Growing up in Churches of Christ and receiving instruction at two preaching schools affiliated with our brotherhood, I never heard any viable explanation regarding reward. Even as a full-time preacher, it was a muddled and confusing topic for me. I believed that salvation itself is the only reward we receive through obedient works, but the problems with this view became evident to me. Since salvation is already given at a point in time, what else could be received by “storing up for yourselves treasures in heaven”, and for what purpose? (Matt. 6:20). Furthermore, the Biblical concept of “degrees of reward” was foreign to me, and a number of passages proved difficult to reconcile with my theology. The Parables of the Ten Minas and the Talents made no sense at all (Lk. 19:11 – 27; Matt. 25:14 – 30). For example, what could it possibly mean to have “authority over ten cities”, or even “five cities”, if Jesus was speaking metaphorically about salvation? (Lk. 19:17, 19). Likewise, the Parable of the Dishonest Manager could not be aligned with my concept of reward (Lk. 16:1 – 13). What similarity could there be between the handling of worldly wealth and the handling of salvation? Such is an asinine comparison, if there ever was one. Reward is given “according to our labor” (1 Cor. 3:8), but having salvation is a matter of “life or death” – you either have it or you don’t! In contrast, Apostle John writes that a believer may miss out on his “full reward” (2 Jn. 8). The Bible’s teaching about reward is very clear. It is stored up incrementally throughout life, according to works. Salvation, on the other hand, is always given at a point in time (e.g. Lk. 19:9). It cannot be halved or quartered based on our works or lack thereof.

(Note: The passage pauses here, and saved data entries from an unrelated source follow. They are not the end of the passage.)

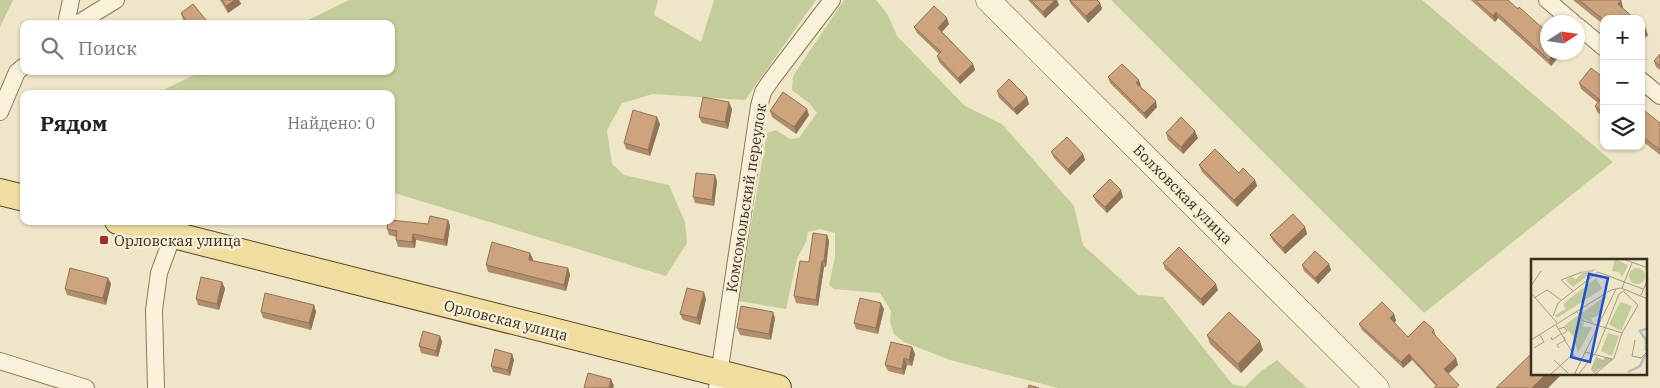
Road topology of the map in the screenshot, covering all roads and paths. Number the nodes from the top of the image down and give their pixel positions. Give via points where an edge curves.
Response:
1 (71, 0) edge
2 (116, 0) edge
3 (832, 0) edge
4 (988, 0) edge
5 (1547, 0) edge
6 (1565, 15) edge
7 (67, 20) edge
8 (84, 20) edge
9 (1585, 32) edge
10 (1600, 45) edge
11 (20, 69) edge
12 (1645, 83) edge
13 (1660, 96) edge
14 (0, 112) edge
15 (0, 192) edge
16 (20, 197) edge
17 (134, 225) edge
18 (173, 235) junction
19 (0, 361) edge
20 (719, 381) edge
21 (86, 388) edge
22 (156, 388) edge
23 (778, 388) edge
24 (1377, 388) edge

1 - 7 street
2 - 8 street
3 - 20 street, Комсомольский переулок via 763,92
4 - 24 main road, Болховская улица
5 - 6 street
9 - 10 street
11 - 14 street
12 - 13 street
15 - 16 main road
17 - 18 main road, Орловская улица
18 - 20 main road, Орловская улица
18 - 22 street via 159,273 154,310
19 - 21 street
20 - 23 main road, Орловская улица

This issue is more serious than one might initially think, because confusing salvation with reward may lead to a feeble attempt at justifying one’s self by works. The idea that salvation is granted only to Christians who work heartily enough or suffer eagerly enough for their Lord, is completely at odds with salvation “by grace through faith” (Eph. 2:8a). If salvation is “not of yourselves, it is the gift of God, not as a result of works, so that no one may boast”, then how can it also be a reward for faithful obedience? (Eph. 2:8b, 9, NASB). Reward is earned but salvation is not! I discovered that we do, in fact, have a “reward of inheritance” promised to us in Scripture, but this is something other than salvation (cf. Rom. 8:17; 1 Cor. 3:12 – 15; Col. 3:23, 24). Equating our reward of inheritance with the inheritance of eternal life robs us of any assurance, making salvation the product of nothing more than human works. Christ’s death on the cross becomes a superfluous feat, if we can achieve a salvation appropriated by our own faithfulness. Scripture provides us with a wholesale rejection of this dreadful conclusion (i.e. Rom. 3:24 – 26; 4:1 – 12). Salvation “depends on faith, in order that the promise may rest on grace and be guaranteed” (Rom. 4:16). It is not only received, but also guaranteed, purely by grace through faith, and not according to our works (cf. 2 Tim. 1:9; Tit. 3:5). Surprisingly, this truth came to light through my own study of Bible prophecy.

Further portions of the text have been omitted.